I was doing digital marketing for an education marketing agency in the US. They had hundreds of brand name universities as clients.
My job was to promote and generate student leads for the universities. This was a very challenging task because the higher education industry in the U.S is 1 of the most competitive niches to be in. It’s as competitive as credit cards and insurance.
1 lead to a university can result in a $40,000 to $60,000 increase in their bottom line and the average lead to them is worth around $200 each.
The average cost to go to a 4-year university in the U.S is between $20,000 to $30,000. That means a student lead is worth around $20,000 to $30,000 to a university. And this is not including if the student goes on to study a master’s and PhD.
Just run a Google Adwords campaign and we’re done, right?
My plan was to setup a Google Adwords campaign and target keywords like online universities and online degrees.

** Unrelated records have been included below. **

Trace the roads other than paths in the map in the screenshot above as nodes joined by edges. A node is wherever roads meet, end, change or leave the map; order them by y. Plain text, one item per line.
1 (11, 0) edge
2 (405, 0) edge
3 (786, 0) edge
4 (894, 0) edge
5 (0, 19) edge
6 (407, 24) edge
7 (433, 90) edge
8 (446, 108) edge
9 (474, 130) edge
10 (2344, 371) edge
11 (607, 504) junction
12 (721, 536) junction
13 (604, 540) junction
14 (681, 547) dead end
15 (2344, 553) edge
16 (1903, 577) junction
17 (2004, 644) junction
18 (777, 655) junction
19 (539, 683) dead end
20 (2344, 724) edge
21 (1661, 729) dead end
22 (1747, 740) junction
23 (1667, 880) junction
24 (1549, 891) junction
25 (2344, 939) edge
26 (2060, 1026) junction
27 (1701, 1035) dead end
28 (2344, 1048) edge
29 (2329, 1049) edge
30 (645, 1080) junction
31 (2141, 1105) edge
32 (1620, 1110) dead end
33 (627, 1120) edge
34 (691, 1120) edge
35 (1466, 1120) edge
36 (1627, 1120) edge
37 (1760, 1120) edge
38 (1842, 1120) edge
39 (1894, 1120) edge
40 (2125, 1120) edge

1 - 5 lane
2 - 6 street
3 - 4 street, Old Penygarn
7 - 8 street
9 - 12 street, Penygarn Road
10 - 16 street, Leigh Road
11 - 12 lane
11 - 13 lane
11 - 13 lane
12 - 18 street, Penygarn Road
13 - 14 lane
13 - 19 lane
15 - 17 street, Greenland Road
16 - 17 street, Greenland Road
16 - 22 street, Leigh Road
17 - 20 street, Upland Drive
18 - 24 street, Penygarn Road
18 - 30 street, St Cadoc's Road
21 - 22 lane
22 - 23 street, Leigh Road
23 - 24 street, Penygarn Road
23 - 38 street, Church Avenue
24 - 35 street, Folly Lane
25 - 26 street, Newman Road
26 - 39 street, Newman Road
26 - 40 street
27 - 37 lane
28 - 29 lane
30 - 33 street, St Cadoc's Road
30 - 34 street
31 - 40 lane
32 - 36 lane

“I’ll be driving thousands of highly targeted visitors and generating thousands of leads to the universities.”
How hard can it get?
So I checked out the CPC for our target keywords like online universities, online colleges, and online degrees and saw this…
Note: The reason why the currency is in Euros is because I created my Adwords account when I was living in Dublin, Ireland.
After converting the Euros to Australian dollars…
- online colleges = $72.01 per click
- online degrees = $54.77 per click
- online universities = $48.06 per click
My goodness. I can’t possibly make an ROI if I’m paying $50 per click. If my conversion rate was 10%, that would put our CPL at $500.
And… it gets even harder
On top of the $50 CPC on our target keywords, the lead form is a super long lead form.
This isn’t your normal, name, email, address, and phone number lead gen form. This lead form has 13 fields.
Even just a name and email lead gen form might convert at 50% if you’re lucky.
Guess what will happen to the conversion rate if you add another 11 fields on top of your standard name and email form? (Based on our funnel, anyone who landed on this page converted at 10%)
Driving traffic for $50 CPC keywords and generating leads to a 13 fields lead form. What’s harder?
Putting on my keyword research hat
So, I put my keyword research hat on.
I thought to myself…
What other keywords are students searching for before they enroll for a degree program or an university?
And I thought of a hypothesis.
The idea was before students enroll for a degree program, they will do some research on the careers opportunities with their degree program.
For e.g: students who are interested in an accounting degree program will search for keywords like “how much do accountants make” and “accounting salary”.
Now all I have to do is create a PPC campaign targeting those keywords.
The end?
Not yet. I came across another problem.
How in the world does a non-commercial keyword like “how much do accountants make” cost $14.54 (after currency conversion) per click. This is not right. Even if it’s half that amount, that is still incredibly expensive.
The PPC competition in the U.S is super difficult. In Australia, the keyword “accounting salary” cost $1.65 vs $10.96 in the U.S.
I thought to myself… “What now?” Should I just give up on paid traffic and spend months doing SEO?
Bing to the rescue
When you found out that a non-commercial keyword like “how much do accountants make” cost $14.54, you know that Google is out of the question.
I remembered I got a $50 credit from Bing so I decided to give Bing a shot.
I created a PPC campaign on Bing, targeted those career-type keywords, targeted, and did other optimizations like A/B test headlines, description and landing pages, and the rest is history.
My funnel was very simple. I created a simple yet highly-optimized landing page for our target keyword. Because of these highly-optimized landing pages, my keywords and campaigns were consistently getting a quality score of 7,8,9 and even 10!
Because of our high quality scores, I paid only $0.12 per click.
My funnel conversion rate was 0.3%. It wasn’t the best conversion rate but most importantly, I got over $5 for every $1 spent.
Results of this campaign
The campaign resulted in over 18 million impressions, over 280,000 visitors, and most importantly generated over 850 highly-qualified leads worth $170,000 on a $33,000 ad spend.